The number of private tenants claiming Universal Credit more than doubled in the past year to over 1.5 million but fears are growing that many of them will be told to repay thousands of pounds each.
When the first lockdown happened in March last year the Government suspended doing full checks on claims because it could not see claimants face to face.
At that time there were 749,000 claimants who were private renters. By February this year that number had soared to 1,549,000, an increase of 800,000 or more than 100 per cent.
The Department for Work and Pensions is now revisiting many of the claims it approved without undertaking standard verification processes at the time. It is feared that many thousands of claimants will not have access to copies of the documents required by the DWP, such as rent books, invoices or tenancy agreements.
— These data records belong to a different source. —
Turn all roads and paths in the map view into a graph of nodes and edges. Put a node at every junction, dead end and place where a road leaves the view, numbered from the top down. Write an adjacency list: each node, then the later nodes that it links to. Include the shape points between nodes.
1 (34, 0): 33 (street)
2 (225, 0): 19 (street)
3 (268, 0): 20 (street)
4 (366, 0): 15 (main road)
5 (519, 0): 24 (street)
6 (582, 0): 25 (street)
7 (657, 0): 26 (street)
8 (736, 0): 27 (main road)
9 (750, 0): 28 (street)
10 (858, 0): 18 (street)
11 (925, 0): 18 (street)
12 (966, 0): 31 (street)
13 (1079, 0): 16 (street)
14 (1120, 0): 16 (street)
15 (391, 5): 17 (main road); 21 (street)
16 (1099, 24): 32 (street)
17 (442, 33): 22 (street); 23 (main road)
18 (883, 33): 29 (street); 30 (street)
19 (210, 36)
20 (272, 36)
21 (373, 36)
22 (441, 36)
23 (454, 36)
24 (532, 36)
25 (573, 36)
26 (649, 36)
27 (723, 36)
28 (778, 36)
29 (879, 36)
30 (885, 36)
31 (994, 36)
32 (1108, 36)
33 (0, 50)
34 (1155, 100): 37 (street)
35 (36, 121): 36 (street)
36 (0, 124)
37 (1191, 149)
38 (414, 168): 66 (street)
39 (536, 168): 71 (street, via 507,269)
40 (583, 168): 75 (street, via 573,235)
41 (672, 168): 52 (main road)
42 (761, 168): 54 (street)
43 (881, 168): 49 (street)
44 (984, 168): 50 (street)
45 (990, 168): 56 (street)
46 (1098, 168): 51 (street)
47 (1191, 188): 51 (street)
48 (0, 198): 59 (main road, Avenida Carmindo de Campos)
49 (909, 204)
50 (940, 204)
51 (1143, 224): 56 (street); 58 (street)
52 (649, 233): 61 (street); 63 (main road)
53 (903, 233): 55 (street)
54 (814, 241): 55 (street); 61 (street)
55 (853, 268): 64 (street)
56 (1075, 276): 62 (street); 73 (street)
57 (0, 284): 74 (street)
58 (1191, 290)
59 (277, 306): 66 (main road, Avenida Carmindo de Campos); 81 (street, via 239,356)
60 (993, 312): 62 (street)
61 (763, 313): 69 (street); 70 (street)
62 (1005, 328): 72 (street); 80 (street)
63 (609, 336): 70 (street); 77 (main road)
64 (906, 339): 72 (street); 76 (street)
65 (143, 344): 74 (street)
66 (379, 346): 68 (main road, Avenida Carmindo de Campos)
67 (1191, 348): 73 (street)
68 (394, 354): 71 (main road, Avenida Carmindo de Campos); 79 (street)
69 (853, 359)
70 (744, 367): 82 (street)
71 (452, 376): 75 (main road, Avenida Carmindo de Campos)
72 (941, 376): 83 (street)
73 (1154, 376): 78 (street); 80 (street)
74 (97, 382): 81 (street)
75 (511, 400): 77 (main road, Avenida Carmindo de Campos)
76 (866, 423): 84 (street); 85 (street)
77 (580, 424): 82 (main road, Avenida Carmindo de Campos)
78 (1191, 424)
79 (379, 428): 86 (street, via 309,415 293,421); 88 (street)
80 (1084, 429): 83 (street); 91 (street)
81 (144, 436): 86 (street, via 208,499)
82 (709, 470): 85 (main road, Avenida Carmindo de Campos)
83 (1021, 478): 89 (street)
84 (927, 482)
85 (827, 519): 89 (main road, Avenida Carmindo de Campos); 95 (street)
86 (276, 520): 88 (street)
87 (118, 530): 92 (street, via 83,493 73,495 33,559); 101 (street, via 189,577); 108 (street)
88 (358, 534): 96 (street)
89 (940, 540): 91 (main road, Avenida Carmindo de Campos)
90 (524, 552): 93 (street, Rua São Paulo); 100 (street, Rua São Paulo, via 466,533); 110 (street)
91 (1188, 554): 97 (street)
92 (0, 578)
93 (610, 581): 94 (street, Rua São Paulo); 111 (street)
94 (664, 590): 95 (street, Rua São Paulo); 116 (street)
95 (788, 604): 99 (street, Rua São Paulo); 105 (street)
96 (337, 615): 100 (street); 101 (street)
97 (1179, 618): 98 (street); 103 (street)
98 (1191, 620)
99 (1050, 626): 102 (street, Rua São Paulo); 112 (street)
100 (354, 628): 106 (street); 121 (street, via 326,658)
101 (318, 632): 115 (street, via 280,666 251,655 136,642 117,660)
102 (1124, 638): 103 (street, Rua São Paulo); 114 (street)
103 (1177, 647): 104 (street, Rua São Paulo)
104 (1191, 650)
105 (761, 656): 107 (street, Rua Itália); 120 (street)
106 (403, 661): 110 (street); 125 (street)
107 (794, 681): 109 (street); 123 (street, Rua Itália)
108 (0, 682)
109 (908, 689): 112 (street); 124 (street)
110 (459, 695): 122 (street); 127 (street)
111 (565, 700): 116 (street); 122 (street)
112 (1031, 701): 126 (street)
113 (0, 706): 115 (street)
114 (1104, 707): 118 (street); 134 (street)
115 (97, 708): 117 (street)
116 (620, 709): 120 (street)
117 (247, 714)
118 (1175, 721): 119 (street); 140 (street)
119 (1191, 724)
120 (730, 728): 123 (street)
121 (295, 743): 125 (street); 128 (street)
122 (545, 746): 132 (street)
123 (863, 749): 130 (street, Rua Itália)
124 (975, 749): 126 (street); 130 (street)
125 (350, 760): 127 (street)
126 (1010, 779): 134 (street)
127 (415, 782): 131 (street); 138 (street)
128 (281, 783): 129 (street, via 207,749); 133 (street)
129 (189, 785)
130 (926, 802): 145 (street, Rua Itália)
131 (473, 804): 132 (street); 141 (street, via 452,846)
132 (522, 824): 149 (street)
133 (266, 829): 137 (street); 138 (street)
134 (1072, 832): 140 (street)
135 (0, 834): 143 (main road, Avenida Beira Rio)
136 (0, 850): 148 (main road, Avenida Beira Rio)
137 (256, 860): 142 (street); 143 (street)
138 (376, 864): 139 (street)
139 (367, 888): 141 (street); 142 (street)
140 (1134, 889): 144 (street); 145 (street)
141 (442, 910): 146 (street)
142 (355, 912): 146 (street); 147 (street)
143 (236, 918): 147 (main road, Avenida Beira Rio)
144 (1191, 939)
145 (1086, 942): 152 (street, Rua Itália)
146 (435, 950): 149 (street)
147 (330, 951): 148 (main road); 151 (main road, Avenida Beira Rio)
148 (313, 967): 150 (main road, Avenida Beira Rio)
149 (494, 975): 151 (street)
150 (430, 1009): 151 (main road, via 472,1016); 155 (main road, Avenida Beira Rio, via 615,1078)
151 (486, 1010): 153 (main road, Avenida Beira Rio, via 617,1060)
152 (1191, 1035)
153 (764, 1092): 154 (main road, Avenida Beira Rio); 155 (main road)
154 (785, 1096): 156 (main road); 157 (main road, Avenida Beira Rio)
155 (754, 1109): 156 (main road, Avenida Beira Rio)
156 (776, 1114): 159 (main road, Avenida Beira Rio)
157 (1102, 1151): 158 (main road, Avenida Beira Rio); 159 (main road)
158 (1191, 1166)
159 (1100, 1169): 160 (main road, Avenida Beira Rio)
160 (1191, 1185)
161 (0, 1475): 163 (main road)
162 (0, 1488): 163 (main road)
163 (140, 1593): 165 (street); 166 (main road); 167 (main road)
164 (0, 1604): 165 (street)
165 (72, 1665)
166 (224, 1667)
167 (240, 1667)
Already there are reports of some tenants being asked to repay sums of more than £5,000 each. Money they do not have and also have no chance of getting in the months ahead. They now face the prospect of having benefit payments reduced (while the ‘overpayments’ are clawed back) or removed entirely. This has a potentially devastating impact on tens of thousands of private renters. Housing charity Safer Renting fears a growing number of tenants will be told to repay benefits they received, because they live in a “shadow part” of the private renting sector.
In many cases tenants living in unlicensed Houses in Multiple Occupation are not aware that they are ineligible for housing benefit – often because their landlord has not given them a tenancy agreement, nor had their legal status explained to them.
In other arrangements, where people have moved in with friends and pay rent to a housemate (often known as a ‘rent-to-rent’ arrangement), they are also unable to provide documentation acceptable to the DWP.